REQUIRED WORK
Which of the lines below mention the word "Jackson"? Pull each one out.
Content starts
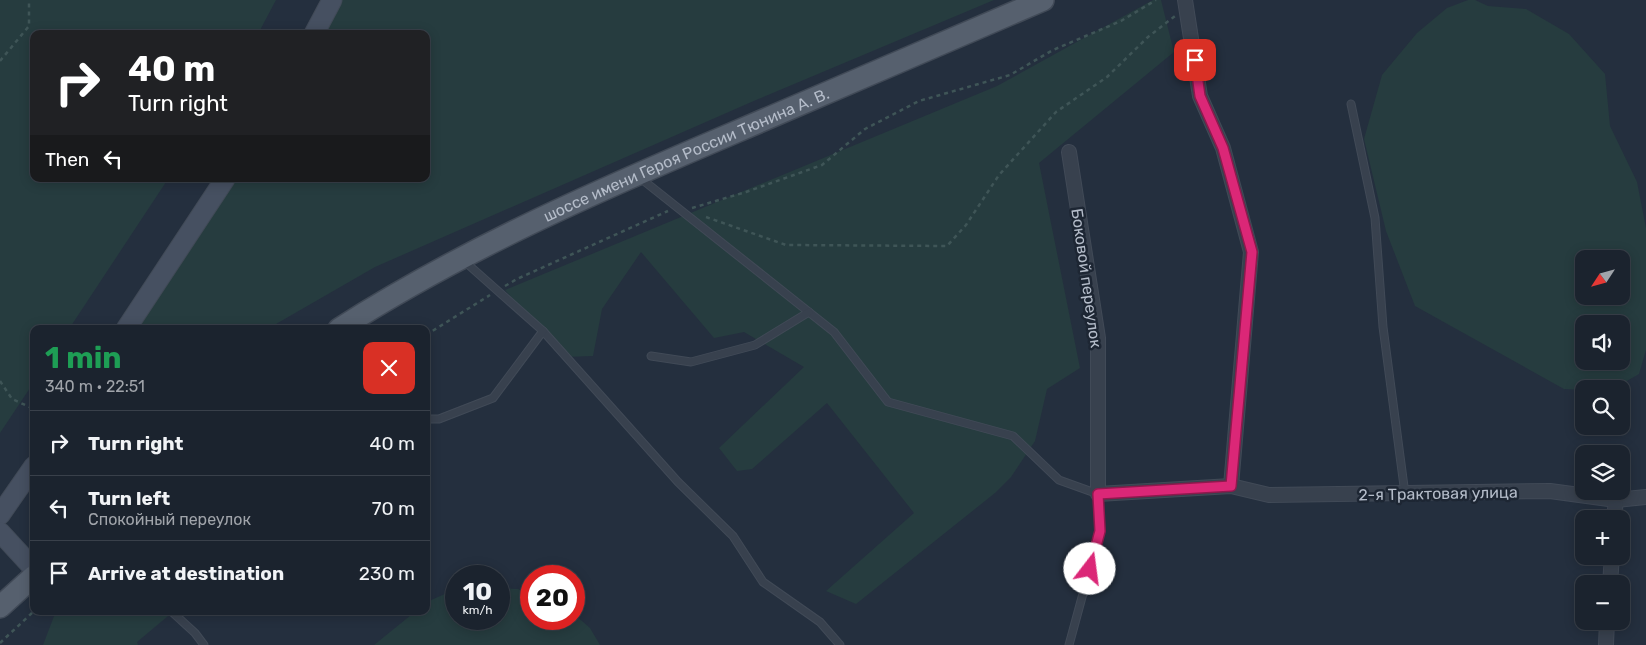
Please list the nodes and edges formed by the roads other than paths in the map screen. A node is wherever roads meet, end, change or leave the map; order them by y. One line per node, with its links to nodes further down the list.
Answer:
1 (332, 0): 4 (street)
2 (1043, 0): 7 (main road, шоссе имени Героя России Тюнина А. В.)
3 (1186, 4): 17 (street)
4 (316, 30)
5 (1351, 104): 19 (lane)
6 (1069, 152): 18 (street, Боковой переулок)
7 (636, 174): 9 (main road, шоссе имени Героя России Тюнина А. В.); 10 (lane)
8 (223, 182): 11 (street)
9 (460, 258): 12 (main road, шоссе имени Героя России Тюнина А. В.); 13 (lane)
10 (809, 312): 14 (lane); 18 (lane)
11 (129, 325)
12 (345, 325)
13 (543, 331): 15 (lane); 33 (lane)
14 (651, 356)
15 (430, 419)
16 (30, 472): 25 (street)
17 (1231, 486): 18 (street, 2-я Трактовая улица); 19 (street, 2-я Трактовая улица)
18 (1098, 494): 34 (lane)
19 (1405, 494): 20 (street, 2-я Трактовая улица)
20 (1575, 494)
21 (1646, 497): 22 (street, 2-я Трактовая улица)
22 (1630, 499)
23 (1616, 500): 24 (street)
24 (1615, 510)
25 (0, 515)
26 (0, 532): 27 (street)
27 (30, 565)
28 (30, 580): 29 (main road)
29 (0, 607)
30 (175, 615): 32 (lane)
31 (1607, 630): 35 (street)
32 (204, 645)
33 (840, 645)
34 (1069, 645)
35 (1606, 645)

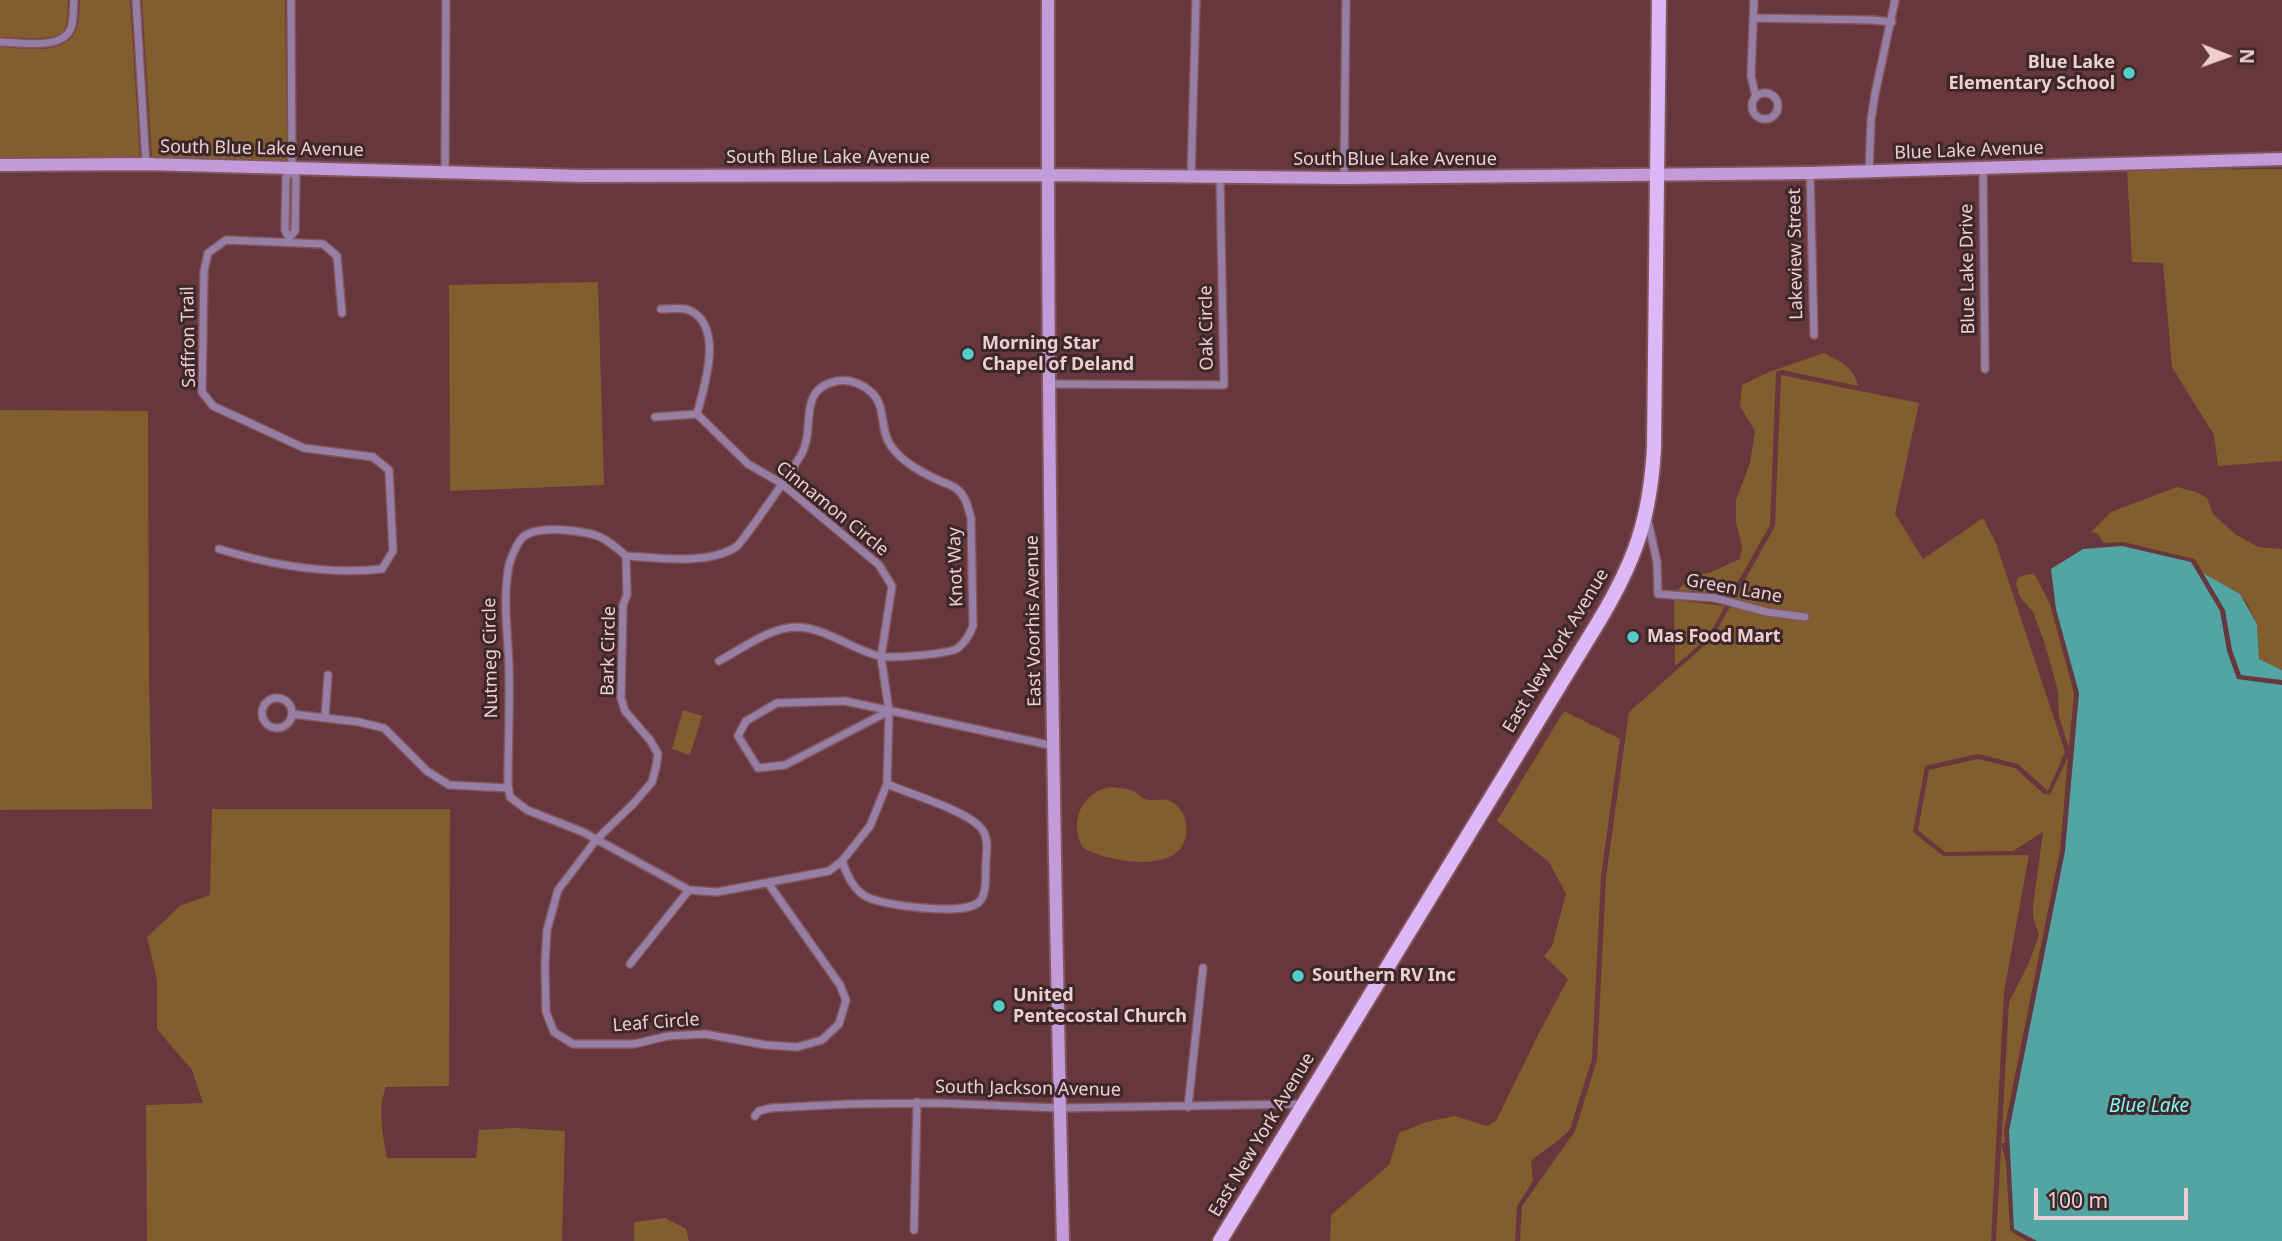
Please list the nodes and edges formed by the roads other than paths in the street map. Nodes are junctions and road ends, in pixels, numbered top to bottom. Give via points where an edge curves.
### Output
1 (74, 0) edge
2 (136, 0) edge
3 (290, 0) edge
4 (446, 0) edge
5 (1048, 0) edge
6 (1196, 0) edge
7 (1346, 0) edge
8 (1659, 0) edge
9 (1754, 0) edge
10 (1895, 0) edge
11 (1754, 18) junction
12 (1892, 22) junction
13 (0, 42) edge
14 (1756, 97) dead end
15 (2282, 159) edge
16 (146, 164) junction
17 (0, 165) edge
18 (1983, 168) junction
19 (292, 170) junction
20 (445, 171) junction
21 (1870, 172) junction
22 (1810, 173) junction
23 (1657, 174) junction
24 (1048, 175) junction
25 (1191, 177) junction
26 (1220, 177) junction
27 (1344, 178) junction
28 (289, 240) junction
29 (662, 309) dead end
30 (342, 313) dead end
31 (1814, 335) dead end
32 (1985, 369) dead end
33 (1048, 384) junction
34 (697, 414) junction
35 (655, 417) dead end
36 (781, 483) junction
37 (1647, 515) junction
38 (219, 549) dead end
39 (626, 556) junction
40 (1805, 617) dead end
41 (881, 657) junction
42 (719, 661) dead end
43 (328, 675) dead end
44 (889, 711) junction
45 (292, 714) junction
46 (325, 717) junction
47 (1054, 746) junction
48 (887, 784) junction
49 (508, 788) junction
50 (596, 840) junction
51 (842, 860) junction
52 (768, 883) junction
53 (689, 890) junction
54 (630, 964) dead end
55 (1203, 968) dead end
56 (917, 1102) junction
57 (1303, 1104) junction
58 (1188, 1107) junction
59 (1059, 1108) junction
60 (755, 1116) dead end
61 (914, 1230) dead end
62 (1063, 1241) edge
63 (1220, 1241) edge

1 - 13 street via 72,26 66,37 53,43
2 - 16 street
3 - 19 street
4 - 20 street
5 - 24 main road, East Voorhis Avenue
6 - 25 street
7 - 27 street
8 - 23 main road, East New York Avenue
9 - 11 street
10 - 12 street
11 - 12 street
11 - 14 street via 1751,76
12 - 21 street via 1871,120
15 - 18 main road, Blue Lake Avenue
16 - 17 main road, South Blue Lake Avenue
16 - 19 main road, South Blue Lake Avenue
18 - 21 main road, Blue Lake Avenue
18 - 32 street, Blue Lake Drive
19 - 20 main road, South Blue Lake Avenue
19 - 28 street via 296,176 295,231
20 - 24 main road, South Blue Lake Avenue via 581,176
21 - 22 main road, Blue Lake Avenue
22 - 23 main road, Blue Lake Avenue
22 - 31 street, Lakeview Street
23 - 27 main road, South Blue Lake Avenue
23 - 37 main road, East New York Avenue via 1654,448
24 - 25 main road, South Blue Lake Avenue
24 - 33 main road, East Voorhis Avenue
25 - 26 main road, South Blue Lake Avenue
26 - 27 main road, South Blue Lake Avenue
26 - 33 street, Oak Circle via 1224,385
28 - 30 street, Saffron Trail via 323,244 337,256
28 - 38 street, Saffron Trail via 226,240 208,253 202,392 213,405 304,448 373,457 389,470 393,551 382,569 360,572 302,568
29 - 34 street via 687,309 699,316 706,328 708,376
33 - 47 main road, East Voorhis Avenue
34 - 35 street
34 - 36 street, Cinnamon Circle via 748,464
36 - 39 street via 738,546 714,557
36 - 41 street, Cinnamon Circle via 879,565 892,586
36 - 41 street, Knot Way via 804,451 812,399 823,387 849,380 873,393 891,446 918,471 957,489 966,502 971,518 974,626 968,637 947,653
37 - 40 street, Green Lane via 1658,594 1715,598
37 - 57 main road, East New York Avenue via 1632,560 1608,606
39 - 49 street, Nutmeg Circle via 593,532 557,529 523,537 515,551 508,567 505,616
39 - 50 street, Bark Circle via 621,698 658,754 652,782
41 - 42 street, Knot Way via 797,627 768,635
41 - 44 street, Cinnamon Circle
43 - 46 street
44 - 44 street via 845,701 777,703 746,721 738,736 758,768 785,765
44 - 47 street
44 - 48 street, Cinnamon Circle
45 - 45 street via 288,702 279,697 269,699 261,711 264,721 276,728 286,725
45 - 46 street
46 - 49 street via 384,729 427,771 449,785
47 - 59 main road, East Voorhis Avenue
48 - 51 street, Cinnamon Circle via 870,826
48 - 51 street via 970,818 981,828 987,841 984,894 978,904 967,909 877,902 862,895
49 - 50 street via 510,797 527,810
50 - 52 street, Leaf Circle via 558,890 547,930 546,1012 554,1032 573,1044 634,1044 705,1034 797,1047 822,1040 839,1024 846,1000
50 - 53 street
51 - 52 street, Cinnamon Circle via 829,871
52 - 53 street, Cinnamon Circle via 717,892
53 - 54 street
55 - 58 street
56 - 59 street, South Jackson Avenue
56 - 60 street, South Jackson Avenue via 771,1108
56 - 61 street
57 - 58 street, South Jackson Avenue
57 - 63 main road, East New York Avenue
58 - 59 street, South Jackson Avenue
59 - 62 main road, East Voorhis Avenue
Content ends
RESPONSE AREA
56 - 59 street, South Jackson Avenue
56 - 60 street, South Jackson Avenue via 771,1108
57 - 58 street, South Jackson Avenue
58 - 59 street, South Jackson Avenue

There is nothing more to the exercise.